**ABOUT THIS TASK:**
The result should be every line in the data below that carries the string "graph".

**Collected data entries:**
_ _ _

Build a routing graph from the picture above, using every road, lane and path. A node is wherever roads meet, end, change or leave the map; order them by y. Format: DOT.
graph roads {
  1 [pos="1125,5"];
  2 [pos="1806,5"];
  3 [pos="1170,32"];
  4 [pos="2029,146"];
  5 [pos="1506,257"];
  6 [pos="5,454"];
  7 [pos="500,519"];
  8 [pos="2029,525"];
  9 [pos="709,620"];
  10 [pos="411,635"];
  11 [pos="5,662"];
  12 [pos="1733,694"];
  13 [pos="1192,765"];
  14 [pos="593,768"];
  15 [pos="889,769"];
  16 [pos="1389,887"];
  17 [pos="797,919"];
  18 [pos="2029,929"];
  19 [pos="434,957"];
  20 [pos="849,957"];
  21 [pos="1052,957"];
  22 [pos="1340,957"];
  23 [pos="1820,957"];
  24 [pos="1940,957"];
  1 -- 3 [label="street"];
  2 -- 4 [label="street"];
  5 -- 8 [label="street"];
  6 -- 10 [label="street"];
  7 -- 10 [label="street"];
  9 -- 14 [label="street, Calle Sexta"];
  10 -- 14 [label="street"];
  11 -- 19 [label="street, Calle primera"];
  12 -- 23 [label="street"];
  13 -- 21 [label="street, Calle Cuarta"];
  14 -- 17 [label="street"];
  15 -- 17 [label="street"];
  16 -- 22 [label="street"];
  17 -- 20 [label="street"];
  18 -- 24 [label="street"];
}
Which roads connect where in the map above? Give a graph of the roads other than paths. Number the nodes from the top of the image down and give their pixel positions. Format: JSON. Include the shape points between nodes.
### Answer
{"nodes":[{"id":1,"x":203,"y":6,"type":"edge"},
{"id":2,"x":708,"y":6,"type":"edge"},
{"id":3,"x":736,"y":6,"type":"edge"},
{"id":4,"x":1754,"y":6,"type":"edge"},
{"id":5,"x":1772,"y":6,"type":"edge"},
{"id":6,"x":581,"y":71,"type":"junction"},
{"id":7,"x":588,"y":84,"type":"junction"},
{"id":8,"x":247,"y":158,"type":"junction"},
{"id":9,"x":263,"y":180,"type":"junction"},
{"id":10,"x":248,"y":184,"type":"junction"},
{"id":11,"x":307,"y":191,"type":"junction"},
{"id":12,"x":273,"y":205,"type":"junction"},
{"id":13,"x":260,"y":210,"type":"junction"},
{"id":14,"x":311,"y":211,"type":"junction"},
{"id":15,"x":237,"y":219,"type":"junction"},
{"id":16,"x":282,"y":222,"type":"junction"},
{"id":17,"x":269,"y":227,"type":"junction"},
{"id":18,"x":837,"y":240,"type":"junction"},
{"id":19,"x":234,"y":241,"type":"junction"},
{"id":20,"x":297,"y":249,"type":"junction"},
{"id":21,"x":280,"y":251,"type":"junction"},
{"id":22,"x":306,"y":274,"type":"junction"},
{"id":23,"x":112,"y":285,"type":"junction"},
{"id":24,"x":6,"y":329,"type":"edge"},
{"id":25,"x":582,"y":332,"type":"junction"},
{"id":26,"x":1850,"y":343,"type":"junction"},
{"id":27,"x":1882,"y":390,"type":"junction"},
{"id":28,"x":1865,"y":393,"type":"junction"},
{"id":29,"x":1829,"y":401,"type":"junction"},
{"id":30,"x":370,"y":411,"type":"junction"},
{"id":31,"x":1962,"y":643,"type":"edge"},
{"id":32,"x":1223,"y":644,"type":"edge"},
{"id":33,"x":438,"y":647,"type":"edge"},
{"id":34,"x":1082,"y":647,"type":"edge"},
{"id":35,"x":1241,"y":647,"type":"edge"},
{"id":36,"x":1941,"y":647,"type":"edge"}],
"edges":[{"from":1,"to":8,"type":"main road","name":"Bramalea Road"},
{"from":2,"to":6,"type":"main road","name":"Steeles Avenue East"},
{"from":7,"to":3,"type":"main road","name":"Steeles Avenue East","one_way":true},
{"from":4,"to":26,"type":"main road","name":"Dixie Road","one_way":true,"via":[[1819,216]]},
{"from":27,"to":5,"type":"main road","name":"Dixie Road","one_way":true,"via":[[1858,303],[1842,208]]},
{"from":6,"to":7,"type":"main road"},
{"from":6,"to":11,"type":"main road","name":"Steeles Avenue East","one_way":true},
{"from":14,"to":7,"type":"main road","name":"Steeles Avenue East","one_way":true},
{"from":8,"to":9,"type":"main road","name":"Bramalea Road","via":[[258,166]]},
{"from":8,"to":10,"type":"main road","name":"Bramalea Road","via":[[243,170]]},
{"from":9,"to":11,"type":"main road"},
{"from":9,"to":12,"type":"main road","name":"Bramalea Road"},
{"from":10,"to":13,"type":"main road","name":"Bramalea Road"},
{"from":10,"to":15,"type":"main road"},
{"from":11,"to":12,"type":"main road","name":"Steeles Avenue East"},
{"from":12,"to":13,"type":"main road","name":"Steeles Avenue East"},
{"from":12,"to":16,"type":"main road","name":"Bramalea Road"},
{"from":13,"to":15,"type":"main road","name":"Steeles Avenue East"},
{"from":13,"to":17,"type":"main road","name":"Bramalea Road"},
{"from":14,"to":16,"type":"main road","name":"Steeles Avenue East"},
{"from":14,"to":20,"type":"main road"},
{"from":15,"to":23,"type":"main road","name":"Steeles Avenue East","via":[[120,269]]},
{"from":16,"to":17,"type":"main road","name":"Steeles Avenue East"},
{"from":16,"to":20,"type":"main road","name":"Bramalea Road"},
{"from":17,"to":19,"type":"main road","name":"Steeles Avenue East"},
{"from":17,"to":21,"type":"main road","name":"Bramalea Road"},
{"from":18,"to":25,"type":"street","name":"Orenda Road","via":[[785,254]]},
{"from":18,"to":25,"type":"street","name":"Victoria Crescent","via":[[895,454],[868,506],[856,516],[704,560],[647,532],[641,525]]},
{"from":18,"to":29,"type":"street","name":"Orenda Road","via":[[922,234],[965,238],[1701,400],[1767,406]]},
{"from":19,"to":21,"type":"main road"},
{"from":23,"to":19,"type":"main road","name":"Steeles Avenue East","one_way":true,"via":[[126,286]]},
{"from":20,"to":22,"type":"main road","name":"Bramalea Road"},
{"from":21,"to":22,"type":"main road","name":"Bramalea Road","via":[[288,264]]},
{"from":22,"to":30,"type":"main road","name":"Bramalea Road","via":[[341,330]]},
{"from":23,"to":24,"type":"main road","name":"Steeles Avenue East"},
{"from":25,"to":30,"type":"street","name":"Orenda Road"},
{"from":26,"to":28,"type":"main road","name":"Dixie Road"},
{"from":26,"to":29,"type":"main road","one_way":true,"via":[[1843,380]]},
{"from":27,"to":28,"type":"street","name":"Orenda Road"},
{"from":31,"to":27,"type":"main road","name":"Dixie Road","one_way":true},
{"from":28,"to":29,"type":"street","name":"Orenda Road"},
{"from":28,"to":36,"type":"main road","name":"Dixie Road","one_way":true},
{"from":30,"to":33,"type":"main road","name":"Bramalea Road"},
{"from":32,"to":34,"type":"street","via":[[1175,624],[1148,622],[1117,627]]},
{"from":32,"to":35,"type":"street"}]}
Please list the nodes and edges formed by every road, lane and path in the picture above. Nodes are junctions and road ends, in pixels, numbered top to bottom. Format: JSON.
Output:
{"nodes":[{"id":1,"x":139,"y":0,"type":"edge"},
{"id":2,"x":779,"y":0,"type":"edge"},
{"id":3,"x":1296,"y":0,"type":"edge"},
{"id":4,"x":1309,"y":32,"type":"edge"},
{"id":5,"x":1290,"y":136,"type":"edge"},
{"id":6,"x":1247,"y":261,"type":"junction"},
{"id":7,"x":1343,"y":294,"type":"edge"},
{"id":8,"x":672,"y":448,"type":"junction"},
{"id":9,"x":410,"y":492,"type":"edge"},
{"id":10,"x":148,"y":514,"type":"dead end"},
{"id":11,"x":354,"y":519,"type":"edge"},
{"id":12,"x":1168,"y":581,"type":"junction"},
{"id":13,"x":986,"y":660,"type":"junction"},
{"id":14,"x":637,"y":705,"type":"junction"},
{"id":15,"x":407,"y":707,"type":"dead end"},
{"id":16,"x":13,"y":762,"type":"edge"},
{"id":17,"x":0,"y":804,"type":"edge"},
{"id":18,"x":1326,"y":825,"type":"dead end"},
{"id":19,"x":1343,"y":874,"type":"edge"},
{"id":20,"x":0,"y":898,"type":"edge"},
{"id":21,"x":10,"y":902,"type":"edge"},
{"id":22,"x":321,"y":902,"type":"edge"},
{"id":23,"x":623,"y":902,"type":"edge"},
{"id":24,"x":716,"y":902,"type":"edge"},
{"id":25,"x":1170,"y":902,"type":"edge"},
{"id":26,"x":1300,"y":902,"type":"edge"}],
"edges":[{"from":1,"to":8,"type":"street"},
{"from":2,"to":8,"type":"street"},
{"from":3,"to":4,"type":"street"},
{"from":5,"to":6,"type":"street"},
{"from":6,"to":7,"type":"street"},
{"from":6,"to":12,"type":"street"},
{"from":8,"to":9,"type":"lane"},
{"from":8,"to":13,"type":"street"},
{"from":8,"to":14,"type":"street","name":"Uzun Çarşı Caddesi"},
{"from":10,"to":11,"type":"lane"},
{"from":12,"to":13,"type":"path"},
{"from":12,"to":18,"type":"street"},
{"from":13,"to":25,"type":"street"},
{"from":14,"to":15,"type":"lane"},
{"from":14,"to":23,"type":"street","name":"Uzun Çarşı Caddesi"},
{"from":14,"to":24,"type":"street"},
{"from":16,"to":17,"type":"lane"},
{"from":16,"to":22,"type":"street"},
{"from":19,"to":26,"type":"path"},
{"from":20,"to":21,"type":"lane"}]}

_ _ _

**OUTPUT:**
Build a routing graph from the picture above, using every road, lane and path. A node is wherever roads meet, end, change or leave the map; order them by y. Format: DOT.
graph roads {
Which roads connect where in the map above? Give a graph of the roads other than paths. Number the nodes from the top of the image down and give their pixel positions. Format: JSON. Include the shape points between nodes.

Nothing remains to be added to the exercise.